Galois group of $x^4-2$

I am trying to explicitly compute the Galois group of $x^4-2$ over $\mathbb{Q}$. I found that the resolvent polynomial is reducible and the order of the Galois group is $8$ using the splitting field $K=\mathbb{Q}(2^{1/4}, i)$. Hence I need to find 8 automorphisms. Thus do I just map elements of the same order to each other that fix the base field $\mathbb{Q}$ $2^{1/4}$ to $i2^{1/4}$

You can see that $i^n\sqrt[4]{2},\, 0\le n\le 3$ are all the roots, so that

$$K=\Bbb Q(i,\sqrt[4]{2})$$

is the splitting field for the polynomial. Since $L=\Bbb Q(\sqrt[4]{2})$ is real of degree $4$, we see that $K$ is a proper extension of $L$, and since $[\Bbb Q(i):\Bbb Q]=2$ we see the total degree of the extension is $2\cdot 4=8$. But then we have that $\operatorname{Gal}\left(K/\Bbb Q\right)\le S_4$ is a subgroup of $S_4$ of order $8$. This implies it is a Sylow-$2$ subgroup of $S_4$, all of which are isomorphic--by the second Sylow theorem. We know that $D_8$, the dihedral group of order $8$, is such a subgroup, so that gives the isomorphism type.

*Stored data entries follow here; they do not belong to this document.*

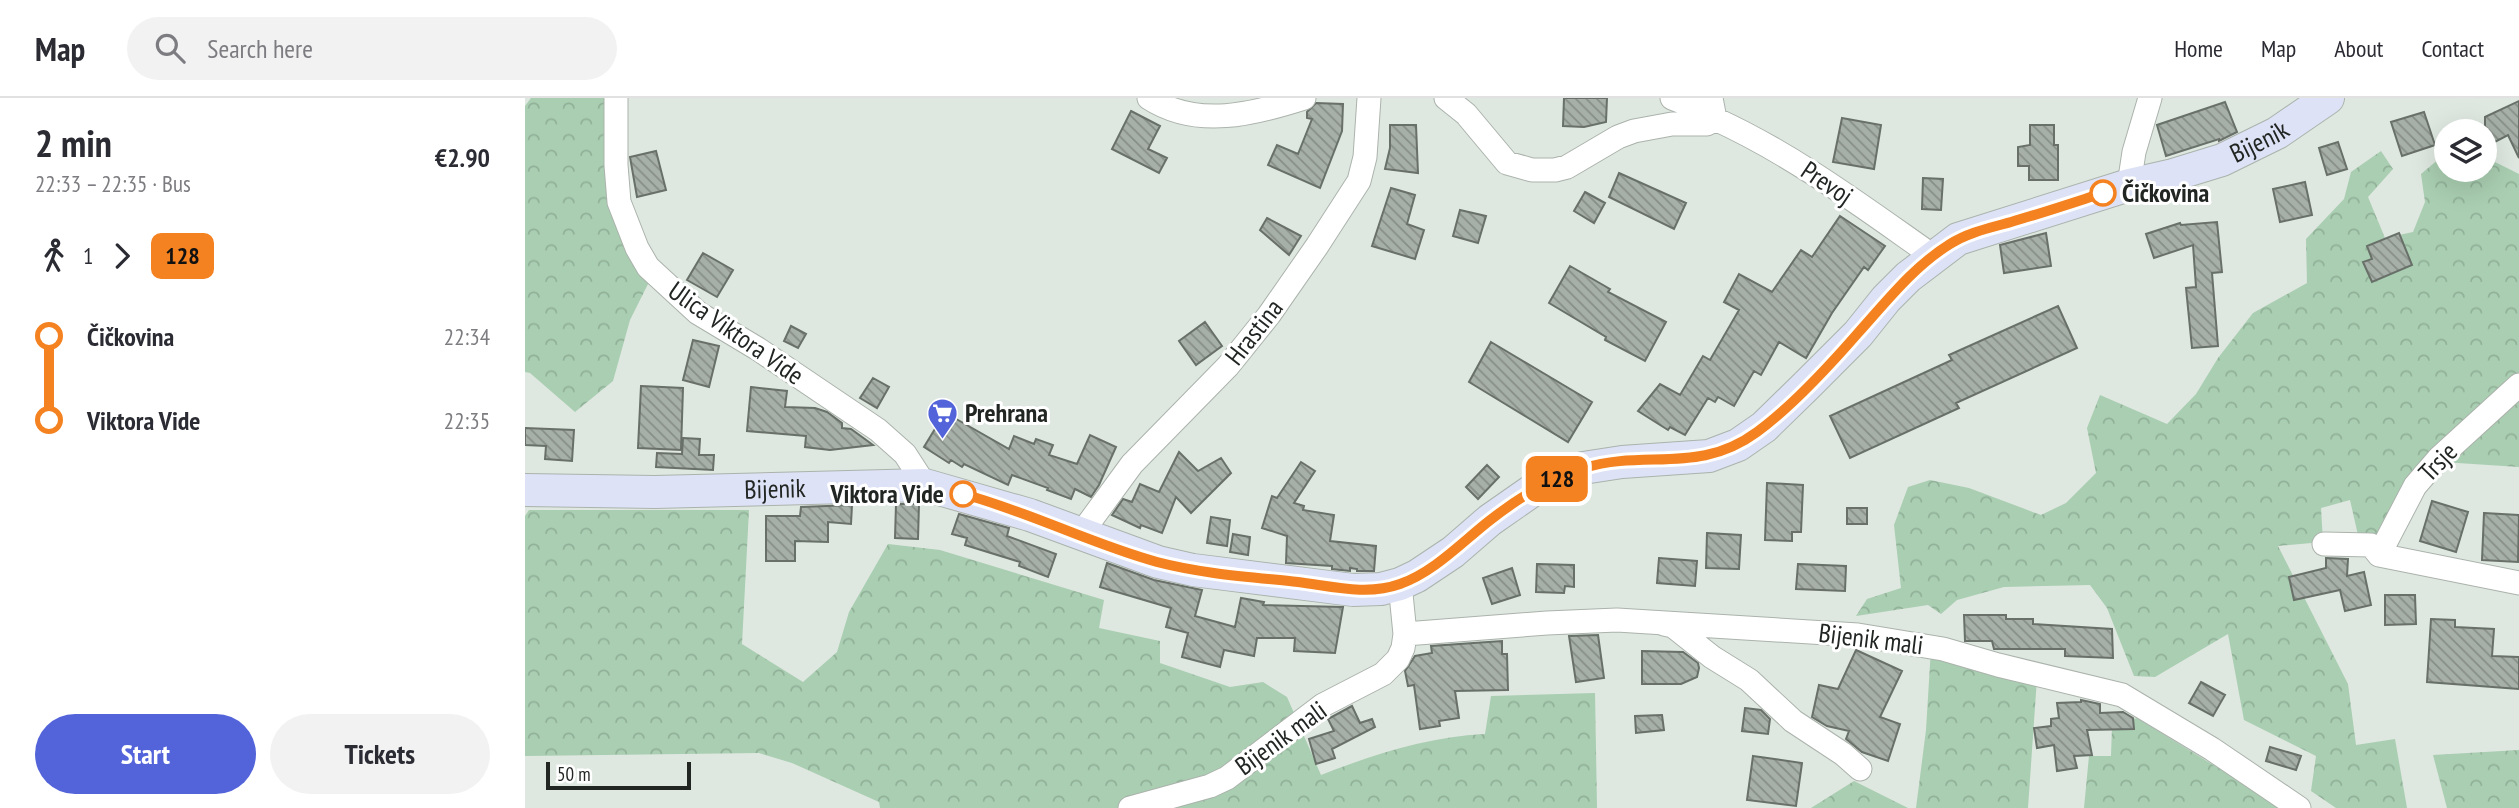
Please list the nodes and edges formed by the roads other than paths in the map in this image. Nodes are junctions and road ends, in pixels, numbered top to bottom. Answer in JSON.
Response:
{"nodes":[{"id":1,"x":616,"y":98,"type":"edge"},
{"id":2,"x":1149,"y":98,"type":"edge"},
{"id":3,"x":1304,"y":98,"type":"edge"},
{"id":4,"x":1369,"y":98,"type":"edge"},
{"id":5,"x":1446,"y":98,"type":"edge"},
{"id":6,"x":1672,"y":98,"type":"edge"},
{"id":7,"x":1727,"y":98,"type":"edge"},
{"id":8,"x":2150,"y":98,"type":"edge"},
{"id":9,"x":2328,"y":98,"type":"edge"},
{"id":10,"x":1713,"y":109,"type":"edge"},
{"id":11,"x":2129,"y":185,"type":"junction"},
{"id":12,"x":1933,"y":256,"type":"junction"},
{"id":13,"x":2519,"y":385,"type":"edge"},
{"id":14,"x":925,"y":485,"type":"junction"},
{"id":15,"x":525,"y":490,"type":"edge"},
{"id":16,"x":1080,"y":534,"type":"junction"},
{"id":17,"x":2324,"y":544,"type":"dead end"},
{"id":18,"x":2379,"y":555,"type":"junction"},
{"id":19,"x":2519,"y":583,"type":"edge"},
{"id":20,"x":1400,"y":584,"type":"junction"},
{"id":21,"x":1660,"y":622,"type":"junction"},
{"id":22,"x":1405,"y":634,"type":"junction"},
{"id":23,"x":1860,"y":769,"type":"dead end"},
{"id":24,"x":1130,"y":808,"type":"edge"},
{"id":25,"x":2299,"y":808,"type":"edge"}],
"edges":[{"from":1,"to":14,"type":"street","name":"Ulica Viktora Vide"},
{"from":2,"to":3,"type":"street"},
{"from":4,"to":16,"type":"street","name":"Hrastina"},
{"from":5,"to":10,"type":"street"},
{"from":6,"to":10,"type":"street","name":"Prevoj"},
{"from":7,"to":10,"type":"street"},
{"from":8,"to":11,"type":"street"},
{"from":9,"to":11,"type":"main road","name":"Bijenik"},
{"from":10,"to":12,"type":"street","name":"Prevoj"},
{"from":11,"to":12,"type":"main road","name":"Bijenik"},
{"from":12,"to":20,"type":"main road","name":"Bijenik"},
{"from":13,"to":18,"type":"street","name":"Trsje"},
{"from":14,"to":15,"type":"main road","name":"Bijenik"},
{"from":14,"to":16,"type":"main road","name":"Bijenik"},
{"from":16,"to":20,"type":"main road","name":"Bijenik"},
{"from":17,"to":18,"type":"street"},
{"from":18,"to":19,"type":"street"},
{"from":20,"to":22,"type":"street","name":"Bijenik mali"},
{"from":21,"to":22,"type":"street","name":"Bijenik mali"},
{"from":21,"to":23,"type":"street"},
{"from":21,"to":25,"type":"street","name":"Bijenik mali"},
{"from":22,"to":24,"type":"street","name":"Bijenik mali"}]}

But then you know what to look for as explicit representations go, you note that relative to the ordering

$$\alpha_j=i^j\sqrt[4]{2}, 1\le j\le 4$$

we have the $4$-cycle $(1234)$ given by the automorphism

$$\begin{cases}\sqrt[4]{2}\mapsto i\sqrt[4]{2} \\ i\mapsto i\end{cases}$$

which is enough to totally determine it, since those are generators of the extension. Clearly also

$$\begin{cases}\sqrt[4]{2}\mapsto \sqrt[4]{2} \\ i\mapsto -i\end{cases}$$

is represented by the transposition $(13)$, and these two generate the group, so give you everything you need for a fully explicit description.

You should note that the Galois group is isomorphic to a subgroup of $S_4$, since any element of the Galois group will be determined by how it permutes the four roots of $x^4-2$. The order 8 subgroups of $S_4$ are isomorphic to the dihedral group with 8 elements.

If you want to know exactly what the eight maps are, there are four choices as to where $\sqrt[4]{2}$ is sent under some element of the Galois group. That tells you where the root $-\sqrt[4]{2}$ is sent as well, and then you have two choices as to where $i\sqrt[4]{2}$ is sent.